Work instruction:
Which lines in the records below include the word "Lawton"? Report each of them in full.

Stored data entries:

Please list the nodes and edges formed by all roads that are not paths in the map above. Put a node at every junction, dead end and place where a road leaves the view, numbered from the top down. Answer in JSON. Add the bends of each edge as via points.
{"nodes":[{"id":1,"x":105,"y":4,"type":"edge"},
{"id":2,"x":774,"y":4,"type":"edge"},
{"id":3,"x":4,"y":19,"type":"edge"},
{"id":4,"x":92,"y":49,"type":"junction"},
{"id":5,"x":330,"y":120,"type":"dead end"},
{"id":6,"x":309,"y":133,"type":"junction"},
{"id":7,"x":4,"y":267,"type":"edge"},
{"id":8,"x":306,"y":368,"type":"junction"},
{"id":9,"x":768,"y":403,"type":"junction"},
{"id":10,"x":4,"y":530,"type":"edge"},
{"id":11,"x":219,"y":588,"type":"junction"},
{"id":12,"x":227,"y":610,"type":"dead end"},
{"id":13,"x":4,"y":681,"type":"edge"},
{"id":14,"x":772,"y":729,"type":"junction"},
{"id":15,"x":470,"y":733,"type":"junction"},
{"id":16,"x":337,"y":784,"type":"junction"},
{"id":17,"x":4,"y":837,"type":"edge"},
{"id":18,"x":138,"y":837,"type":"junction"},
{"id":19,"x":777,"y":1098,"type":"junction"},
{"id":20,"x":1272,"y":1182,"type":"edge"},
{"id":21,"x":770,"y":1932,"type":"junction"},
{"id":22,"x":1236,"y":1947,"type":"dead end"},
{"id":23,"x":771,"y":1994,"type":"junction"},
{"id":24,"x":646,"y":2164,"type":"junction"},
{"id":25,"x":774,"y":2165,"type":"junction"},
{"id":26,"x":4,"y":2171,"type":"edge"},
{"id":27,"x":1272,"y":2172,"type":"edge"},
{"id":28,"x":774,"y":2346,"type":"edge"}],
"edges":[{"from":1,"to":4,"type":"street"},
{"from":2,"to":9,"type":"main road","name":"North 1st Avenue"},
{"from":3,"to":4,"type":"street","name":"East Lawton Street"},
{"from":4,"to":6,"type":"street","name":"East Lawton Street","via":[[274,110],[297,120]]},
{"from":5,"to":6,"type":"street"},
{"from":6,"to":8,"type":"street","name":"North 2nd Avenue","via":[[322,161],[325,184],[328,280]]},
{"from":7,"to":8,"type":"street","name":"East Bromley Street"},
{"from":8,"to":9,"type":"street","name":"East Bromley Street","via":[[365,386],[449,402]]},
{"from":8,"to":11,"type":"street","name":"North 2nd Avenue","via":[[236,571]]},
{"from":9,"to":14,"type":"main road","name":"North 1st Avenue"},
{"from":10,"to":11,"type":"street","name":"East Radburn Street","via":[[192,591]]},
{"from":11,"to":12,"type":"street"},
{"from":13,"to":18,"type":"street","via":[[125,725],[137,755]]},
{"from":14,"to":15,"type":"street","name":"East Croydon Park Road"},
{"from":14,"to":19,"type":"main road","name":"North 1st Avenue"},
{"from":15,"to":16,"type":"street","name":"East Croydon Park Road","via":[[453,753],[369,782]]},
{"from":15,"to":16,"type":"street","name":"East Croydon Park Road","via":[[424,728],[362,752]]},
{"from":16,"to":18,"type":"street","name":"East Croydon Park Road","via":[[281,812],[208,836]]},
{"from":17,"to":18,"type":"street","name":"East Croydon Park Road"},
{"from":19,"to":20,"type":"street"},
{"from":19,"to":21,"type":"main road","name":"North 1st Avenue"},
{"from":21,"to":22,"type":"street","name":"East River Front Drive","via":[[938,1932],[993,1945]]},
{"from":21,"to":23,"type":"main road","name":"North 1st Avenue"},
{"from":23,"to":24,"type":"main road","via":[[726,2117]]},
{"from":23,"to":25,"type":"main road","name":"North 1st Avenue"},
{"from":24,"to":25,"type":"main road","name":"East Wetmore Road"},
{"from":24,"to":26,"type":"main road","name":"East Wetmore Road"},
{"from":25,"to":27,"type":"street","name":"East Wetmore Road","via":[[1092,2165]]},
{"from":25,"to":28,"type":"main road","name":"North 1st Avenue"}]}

Final answer:
{"from":3,"to":4,"type":"street","name":"East Lawton Street"},
{"from":4,"to":6,"type":"street","name":"East Lawton Street","via":[[274,110],[297,120]]},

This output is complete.